Task statement: What is needed here is an exact transcription of all the entries.

--

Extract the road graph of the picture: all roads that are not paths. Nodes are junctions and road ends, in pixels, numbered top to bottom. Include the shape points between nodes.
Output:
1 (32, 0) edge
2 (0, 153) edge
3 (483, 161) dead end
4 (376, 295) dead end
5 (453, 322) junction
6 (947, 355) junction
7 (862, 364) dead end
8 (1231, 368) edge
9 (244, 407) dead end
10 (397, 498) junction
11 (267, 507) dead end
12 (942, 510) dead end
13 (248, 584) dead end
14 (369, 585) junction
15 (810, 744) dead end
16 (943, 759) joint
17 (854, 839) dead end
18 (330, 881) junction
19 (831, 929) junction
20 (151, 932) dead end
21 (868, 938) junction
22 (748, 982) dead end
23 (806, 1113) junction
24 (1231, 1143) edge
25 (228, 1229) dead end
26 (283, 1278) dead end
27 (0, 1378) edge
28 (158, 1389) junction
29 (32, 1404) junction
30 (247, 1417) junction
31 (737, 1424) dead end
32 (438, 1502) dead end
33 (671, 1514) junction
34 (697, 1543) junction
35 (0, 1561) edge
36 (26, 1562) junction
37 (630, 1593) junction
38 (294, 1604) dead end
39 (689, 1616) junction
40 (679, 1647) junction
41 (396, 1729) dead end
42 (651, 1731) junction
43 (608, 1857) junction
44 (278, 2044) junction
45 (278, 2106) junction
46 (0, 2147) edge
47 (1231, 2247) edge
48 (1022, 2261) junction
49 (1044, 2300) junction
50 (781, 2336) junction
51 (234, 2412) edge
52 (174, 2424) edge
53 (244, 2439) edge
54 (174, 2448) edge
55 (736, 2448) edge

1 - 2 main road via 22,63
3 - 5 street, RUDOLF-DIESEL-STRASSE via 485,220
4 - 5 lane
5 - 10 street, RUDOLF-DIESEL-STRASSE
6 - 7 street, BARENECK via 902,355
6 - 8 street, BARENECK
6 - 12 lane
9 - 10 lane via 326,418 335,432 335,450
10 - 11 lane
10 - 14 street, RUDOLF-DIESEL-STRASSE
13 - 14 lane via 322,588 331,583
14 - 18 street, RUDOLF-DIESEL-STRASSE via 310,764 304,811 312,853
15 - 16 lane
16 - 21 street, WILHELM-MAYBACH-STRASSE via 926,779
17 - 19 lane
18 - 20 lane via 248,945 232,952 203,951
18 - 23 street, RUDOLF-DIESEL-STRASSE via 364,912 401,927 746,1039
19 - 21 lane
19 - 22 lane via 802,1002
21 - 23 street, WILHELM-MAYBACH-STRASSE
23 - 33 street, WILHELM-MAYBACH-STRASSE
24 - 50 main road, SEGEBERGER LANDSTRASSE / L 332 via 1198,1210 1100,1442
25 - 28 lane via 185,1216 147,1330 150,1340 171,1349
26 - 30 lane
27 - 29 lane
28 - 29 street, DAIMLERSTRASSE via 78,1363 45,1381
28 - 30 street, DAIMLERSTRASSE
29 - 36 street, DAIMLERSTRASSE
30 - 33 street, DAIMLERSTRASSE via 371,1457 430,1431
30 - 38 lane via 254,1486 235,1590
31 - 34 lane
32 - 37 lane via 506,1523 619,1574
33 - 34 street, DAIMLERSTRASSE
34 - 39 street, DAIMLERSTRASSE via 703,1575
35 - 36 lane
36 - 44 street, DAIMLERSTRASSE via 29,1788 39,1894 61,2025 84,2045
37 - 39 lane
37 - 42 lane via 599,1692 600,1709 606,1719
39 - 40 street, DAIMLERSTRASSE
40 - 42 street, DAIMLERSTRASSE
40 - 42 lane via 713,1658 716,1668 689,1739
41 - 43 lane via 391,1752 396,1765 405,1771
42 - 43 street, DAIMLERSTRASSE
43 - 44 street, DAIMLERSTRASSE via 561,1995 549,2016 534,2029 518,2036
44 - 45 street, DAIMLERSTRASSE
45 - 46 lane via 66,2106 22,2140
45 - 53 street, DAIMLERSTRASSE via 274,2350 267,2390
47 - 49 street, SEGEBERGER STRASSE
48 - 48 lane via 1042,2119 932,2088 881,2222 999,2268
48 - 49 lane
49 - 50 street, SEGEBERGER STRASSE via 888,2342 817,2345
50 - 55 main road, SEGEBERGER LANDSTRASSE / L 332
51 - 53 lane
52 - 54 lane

--

Task result:
Extract the road graph of the picture: all roads that are not paths. Nodes are junctions and road ends, in pixels, numbered top to bottom. Include the shape points between nodes.
Output:
1 (32, 0) edge
2 (0, 153) edge
3 (483, 161) dead end
4 (376, 295) dead end
5 (453, 322) junction
6 (947, 355) junction
7 (862, 364) dead end
8 (1231, 368) edge
9 (244, 407) dead end
10 (397, 498) junction
11 (267, 507) dead end
12 (942, 510) dead end
13 (248, 584) dead end
14 (369, 585) junction
15 (810, 744) dead end
16 (943, 759) joint
17 (854, 839) dead end
18 (330, 881) junction
19 (831, 929) junction
20 (151, 932) dead end
21 (868, 938) junction
22 (748, 982) dead end
23 (806, 1113) junction
24 (1231, 1143) edge
25 (228, 1229) dead end
26 (283, 1278) dead end
27 (0, 1378) edge
28 (158, 1389) junction
29 (32, 1404) junction
30 (247, 1417) junction
31 (737, 1424) dead end
32 (438, 1502) dead end
33 (671, 1514) junction
34 (697, 1543) junction
35 (0, 1561) edge
36 (26, 1562) junction
37 (630, 1593) junction
38 (294, 1604) dead end
39 (689, 1616) junction
40 (679, 1647) junction
41 (396, 1729) dead end
42 (651, 1731) junction
43 (608, 1857) junction
44 (278, 2044) junction
45 (278, 2106) junction
46 (0, 2147) edge
47 (1231, 2247) edge
48 (1022, 2261) junction
49 (1044, 2300) junction
50 (781, 2336) junction
51 (234, 2412) edge
52 (174, 2424) edge
53 (244, 2439) edge
54 (174, 2448) edge
55 (736, 2448) edge

1 - 2 main road via 22,63
3 - 5 street, RUDOLF-DIESEL-STRASSE via 485,220
4 - 5 lane
5 - 10 street, RUDOLF-DIESEL-STRASSE
6 - 7 street, BARENECK via 902,355
6 - 8 street, BARENECK
6 - 12 lane
9 - 10 lane via 326,418 335,432 335,450
10 - 11 lane
10 - 14 street, RUDOLF-DIESEL-STRASSE
13 - 14 lane via 322,588 331,583
14 - 18 street, RUDOLF-DIESEL-STRASSE via 310,764 304,811 312,853
15 - 16 lane
16 - 21 street, WILHELM-MAYBACH-STRASSE via 926,779
17 - 19 lane
18 - 20 lane via 248,945 232,952 203,951
18 - 23 street, RUDOLF-DIESEL-STRASSE via 364,912 401,927 746,1039
19 - 21 lane
19 - 22 lane via 802,1002
21 - 23 street, WILHELM-MAYBACH-STRASSE
23 - 33 street, WILHELM-MAYBACH-STRASSE
24 - 50 main road, SEGEBERGER LANDSTRASSE / L 332 via 1198,1210 1100,1442
25 - 28 lane via 185,1216 147,1330 150,1340 171,1349
26 - 30 lane
27 - 29 lane
28 - 29 street, DAIMLERSTRASSE via 78,1363 45,1381
28 - 30 street, DAIMLERSTRASSE
29 - 36 street, DAIMLERSTRASSE
30 - 33 street, DAIMLERSTRASSE via 371,1457 430,1431
30 - 38 lane via 254,1486 235,1590
31 - 34 lane
32 - 37 lane via 506,1523 619,1574
33 - 34 street, DAIMLERSTRASSE
34 - 39 street, DAIMLERSTRASSE via 703,1575
35 - 36 lane
36 - 44 street, DAIMLERSTRASSE via 29,1788 39,1894 61,2025 84,2045
37 - 39 lane
37 - 42 lane via 599,1692 600,1709 606,1719
39 - 40 street, DAIMLERSTRASSE
40 - 42 street, DAIMLERSTRASSE
40 - 42 lane via 713,1658 716,1668 689,1739
41 - 43 lane via 391,1752 396,1765 405,1771
42 - 43 street, DAIMLERSTRASSE
43 - 44 street, DAIMLERSTRASSE via 561,1995 549,2016 534,2029 518,2036
44 - 45 street, DAIMLERSTRASSE
45 - 46 lane via 66,2106 22,2140
45 - 53 street, DAIMLERSTRASSE via 274,2350 267,2390
47 - 49 street, SEGEBERGER STRASSE
48 - 48 lane via 1042,2119 932,2088 881,2222 999,2268
48 - 49 lane
49 - 50 street, SEGEBERGER STRASSE via 888,2342 817,2345
50 - 55 main road, SEGEBERGER LANDSTRASSE / L 332
51 - 53 lane
52 - 54 lane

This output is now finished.